I wonder what Einstein would have said in a world where bank savings products pay less than 1%, the five-year Treasury bond yields 1.9% and the S&P 500 dividend yield also sits at 1.95%? These historically low investment yields take away the power of compound investment growth through the reinvestment of interest or dividend earnings. To benefit from the eighth wonder of the world, you need to find high yield investments that pay sustainable, well above average dividend yields.
The InfraCap MLP ETF (NYSE: AMZA) sports a hard to believe 23% dividend yield. There is a range of reasons why that yield is so high, but at this point the quarterly dividends are sustainable at the current or close to the current level. If that is the case, AMZA is an investment that you can use to compound income and share count growth by over 5% every quarter.
For example, if 500 shares of AMZA were purchased in March 2015 (just before the energy sector crash) and you reinvested dividends every quarter here is where you would sit today. Your quarterly dividend earnings would have grown by 57%, from $255 to $400. Shares owned would be up 62% to 813. However, AMZA is an MLP focused ETF, and the MLPs crashed right along with the energy sector in 2015 as crude oil dropped from around $100 to less than $30 per barrel in 2016 before rebounding to where it’s been lately hovering around $50. AMZA shares are valued at about half if what they were early in 2015.
But with a disciplined dividend investment strategy that share price drop is not necessarily a bad thing. In March 2013, when AMZA was $21 per share, the dividends from 500 shares purchased 12 additional shares each quarter. Now in the 2017 third quarter, the dividends on the 813 total shares own would buy 45 shares. Reinvesting as the share price has fallen has increased your share purchasing power by 275%. I know it feels like a twisted way of thinking to be benefitting by 275% from a share price that has dropped by about 50%.
The underlying MLP fundamentals make this strategy work. While stock market values have gone into a bear market, MLPs for the most part have been able to sustain and in many cases, grow distributions paid to investor. As a result, AMZA is earning the same cash income per share from its portfolio at $10 per share that it was at $21 per share. You’re just now able to buy it on sale.
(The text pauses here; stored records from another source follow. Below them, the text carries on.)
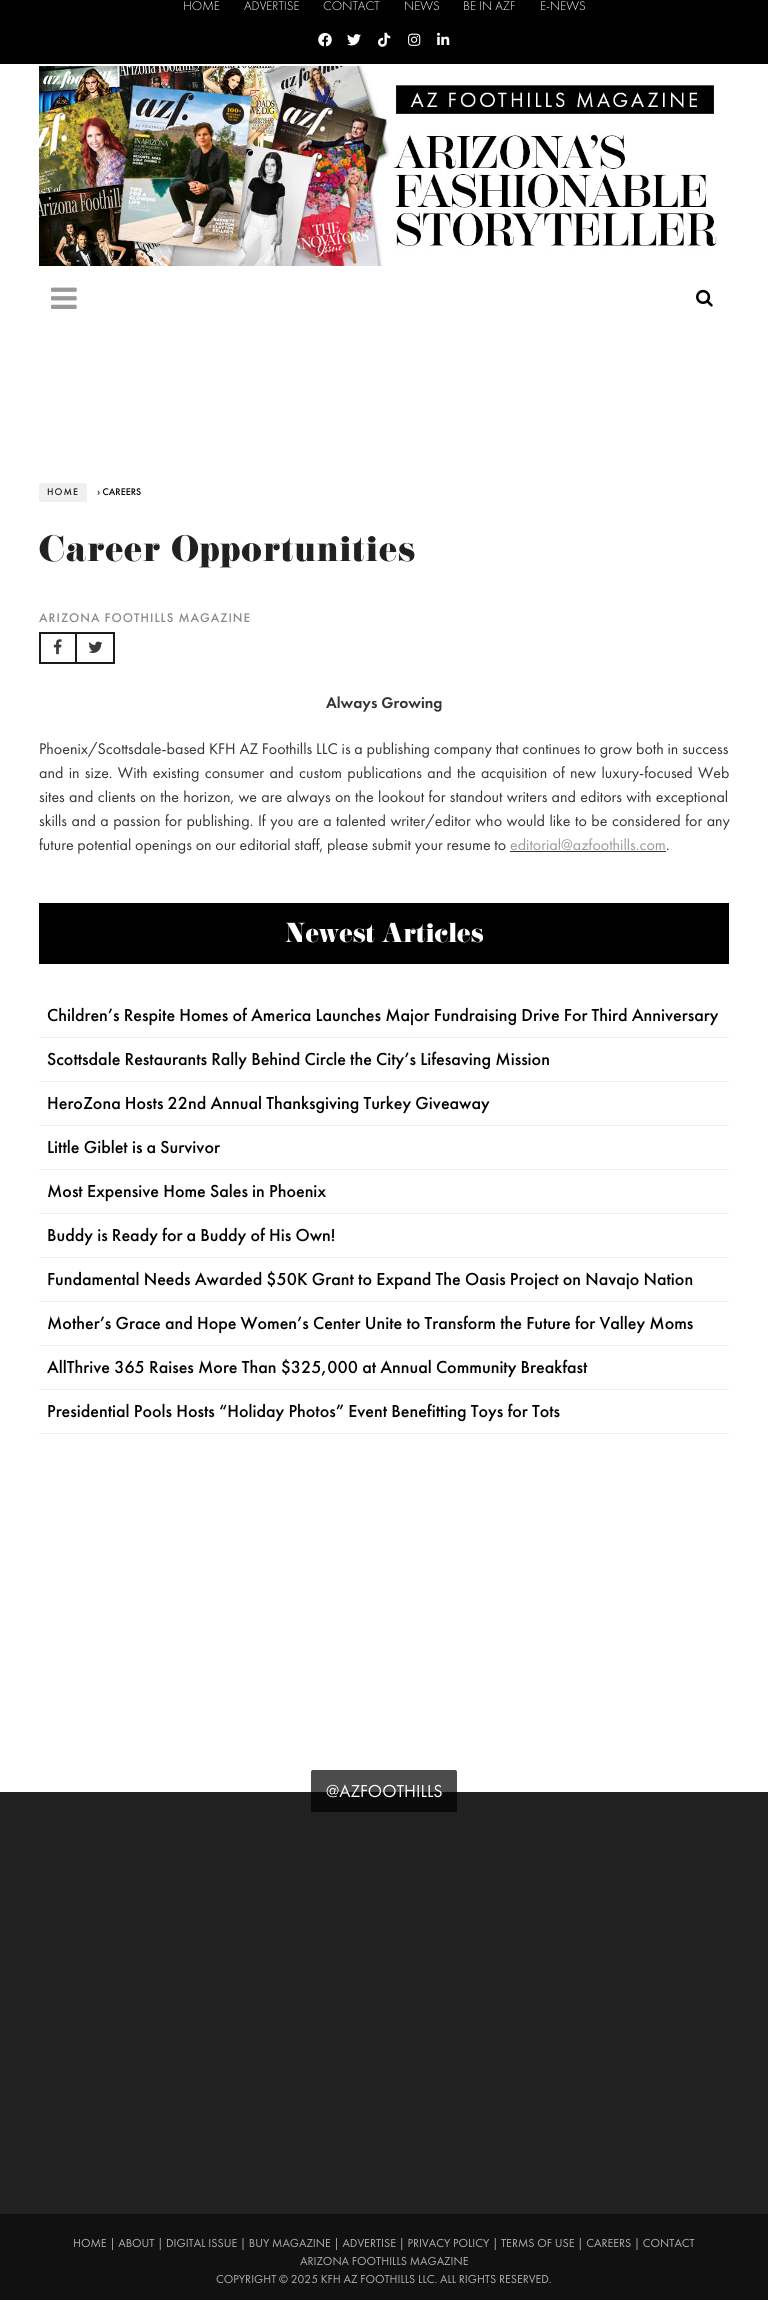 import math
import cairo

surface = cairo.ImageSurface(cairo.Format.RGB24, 768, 2300)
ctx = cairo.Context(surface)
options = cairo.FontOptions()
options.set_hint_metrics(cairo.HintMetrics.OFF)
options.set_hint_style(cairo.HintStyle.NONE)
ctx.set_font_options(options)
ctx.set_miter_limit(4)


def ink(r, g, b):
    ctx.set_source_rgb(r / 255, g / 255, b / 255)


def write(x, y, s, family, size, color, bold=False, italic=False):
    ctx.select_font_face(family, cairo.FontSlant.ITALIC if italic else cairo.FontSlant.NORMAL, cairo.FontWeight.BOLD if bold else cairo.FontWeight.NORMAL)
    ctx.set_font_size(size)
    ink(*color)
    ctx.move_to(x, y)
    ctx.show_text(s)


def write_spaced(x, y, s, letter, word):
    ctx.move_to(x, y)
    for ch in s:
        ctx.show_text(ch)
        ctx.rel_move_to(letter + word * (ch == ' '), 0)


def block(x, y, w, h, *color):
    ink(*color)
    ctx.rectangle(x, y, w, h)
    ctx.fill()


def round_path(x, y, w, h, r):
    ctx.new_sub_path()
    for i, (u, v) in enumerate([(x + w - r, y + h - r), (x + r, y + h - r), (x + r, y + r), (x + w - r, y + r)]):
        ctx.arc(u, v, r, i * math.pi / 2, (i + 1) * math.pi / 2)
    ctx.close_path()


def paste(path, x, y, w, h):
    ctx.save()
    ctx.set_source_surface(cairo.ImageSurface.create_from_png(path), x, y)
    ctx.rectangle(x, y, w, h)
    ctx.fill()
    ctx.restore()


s1 = dict(family="Futura PT Light", size=13, color=(255, 255, 255))
s2 = dict(family="Futura PT Medium", size=10, color=(0, 0, 0))
s3 = dict(family="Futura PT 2 Medium", size=16, color=(51, 51, 51))
s4 = dict(family="Futura PT", size=16, color=(51, 51, 51))
s5 = dict(family="Futura PT", size=16, color=(153, 153, 153))
s6 = dict(family="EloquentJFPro", size=24, color=(255, 255, 255))
s7 = dict(family="Futura PT Medium", size=18, color=(0, 0, 0))
s8 = dict(family="Futura PT", size=18, color=(255, 255, 255))
s9 = dict(family="Futura PT", size=12, color=(176, 176, 176))

ink(255, 255, 255)
ctx.paint()
block(0, 0, 768, 64, 0, 0, 0)
write(183, 10, "HOME", **s1)
write(244, 10, "ADVERTISE", **s1)
write(323, 10, "CONTACT", **s1)
write(404, 10, "NEWS", **s1)
write(463, 10, "BE IN AZF", **s1)
write(540, 10, "E-NEWS", **s1)
paste("pic1.png", 318, 33, 14, 14)
paste("pic2.png", 347, 34, 14, 12)
paste("pic3.png", 378, 32, 13, 15)
paste("pic4.png", 408, 33, 13, 13)
paste("pic5.png", 437, 32, 13, 13)
paste("pic6.png", 39, 66, 678, 200)
paste("pic7.png", 51, 287, 26, 22)
paste("pic8.png", 696, 289, 17, 18)
ink(240, 240, 240)
round_path(39, 483, 48, 19, 2)
ctx.fill()
ctx.select_font_face("Futura PT Medium")
ctx.set_font_size(10)
ink(33, 33, 33)
write_spaced(47, 495, "HOME", 1, 0)
write(97, 495, "› CAREERS", **s2)
ctx.select_font_face("EloquentJFPro")
ctx.set_font_size(32)
ink(33, 33, 33)
write_spaced(39, 561, "Career Opportunities", 1, 0)
ctx.select_font_face("Futura PT Medium")
ctx.set_font_size(13)
ink(136, 136, 136)
write_spaced(39, 622, "ARIZONA FOOTHILLS MAGAZINE", 1, 0)
ctx.rectangle(40, 633, 36, 30)
ink(26, 26, 26)
ctx.stroke()
paste("pic9.png", 53, 639, 9, 16)
block(77, 632, 38, 2, 26, 26, 26)
block(113, 632, 2, 32, 26, 26, 26)
block(77, 662, 38, 2, 26, 26, 26)
paste("pic10.png", 88, 641, 15, 12)
write(326, 708, "Always Growing", **s3)
ctx.select_font_face("Futura PT")
write_spaced(39, 754, "Phoenix/Scottsdale-based KFH AZ Foothills LLC is a publishing company that continues to grow both in success", 0, 0.1)
write_spaced(39, 778, "and in size. With existing consumer and custom publications and the acquisition of new luxury-focused Web", 0, 1.6)
write_spaced(39, 802, "sites and clients on the horizon, we are always on the lookout for standout writers and editors with exceptional", 0, 0.6)
write_spaced(39, 826, "skills and a passion for publishing. If you are a talented writer/editor who would like to be considered for any", 0, 0.75)
write(39, 850, "future potential openings on our editorial staff, please submit your resume to", **s4)
write(510, 850, "editorial@azfoothills.com", **s5)
write(666, 850, ".", **s4)
block(510, 851, 156, 1, 51, 51, 51)
block(39, 903, 690, 61, 0, 0, 0)
write(285, 942, "Newest Articles", **s6)
block(39, 1037, 690, 1, 239, 239, 239)
write(47, 1021, "Children’s Respite Homes of America Launches Major Fundraising Drive For Third Anniversary", **s7)
block(39, 1081, 690, 1, 239, 239, 239)
write(47, 1065, "Scottsdale Restaurants Rally Behind Circle the City’s Lifesaving Mission", **s7)
block(39, 1125, 690, 1, 239, 239, 239)
write(47, 1109, "HeroZona Hosts 22nd Annual Thanksgiving Turkey Giveaway", **s7)
block(39, 1169, 690, 1, 239, 239, 239)
write(47, 1153, "Little Giblet is a Survivor", **s7)
block(39, 1213, 690, 1, 239, 239, 239)
write(47, 1197, "Most Expensive Home Sales in Phoenix", **s7)
block(39, 1257, 690, 1, 239, 239, 239)
write(47, 1241, "Buddy is Ready for a Buddy of His Own!", **s7)
block(39, 1301, 690, 1, 239, 239, 239)
write(47, 1285, "Fundamental Needs Awarded $50K Grant to Expand The Oasis Project on Navajo Nation", **s7)
block(39, 1345, 690, 1, 239, 239, 239)
write(47, 1329, "Mother’s Grace and Hope Women’s Center Unite to Transform the Future for Valley Moms", **s7)
block(39, 1389, 690, 1, 239, 239, 239)
write(47, 1373, "AllThrive 365 Raises More Than $325,000 at Annual Community Breakfast", **s7)
block(39, 1433, 690, 1, 239, 239, 239)
write(47, 1417, "Presidential Pools Hosts “Holiday Photos” Event Benefitting Toys for Tots", **s7)
block(0, 1792, 768, 422, 33, 33, 33)
ctx.set_source_rgba(0, 0, 0, 0.7)
round_path(311, 1770, 146, 42, 2)
ctx.fill()
write(326, 1797, "@AZFOOTHILLS", **s8)
block(0, 2214, 768, 86, 17, 17, 17)
write(73, 2247, "HOME | ABOUT | DIGITAL ISSUE | BUY MAGAZINE | ADVERTISE | PRIVACY POLICY | TERMS OF USE | CAREERS | CONTACT", **s9)
write(300, 2265, "ARIZONA FOOTHILLS MAGAZINE", **s9)
write(216, 2283, "COPYRIGHT © 2025 KFH AZ FOOTHILLS LLC. ALL RIGHTS RESERVED.", **s9)
surface.write_to_png("screenshot.png")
The fund managers also sell call options to boost portfolio income. Call option income potential is generally better when volatility is high, as it has been for MLP values. The energy infrastructure sector did need to adjust for a lower crude oil price world and they have done so. I forecast that MLP distribution growth will start to accelerate, which will bring up individual MLP values and the AMZA share price. That process may take time, but remember that the plan is to reinvest the 5% dividend earned each quarter, so a slow recovery is not a problem.
If you want to build an income stream growing at 5% per quarter, 20% per year, buy AMZA shares and reinvest your dividends every quarter.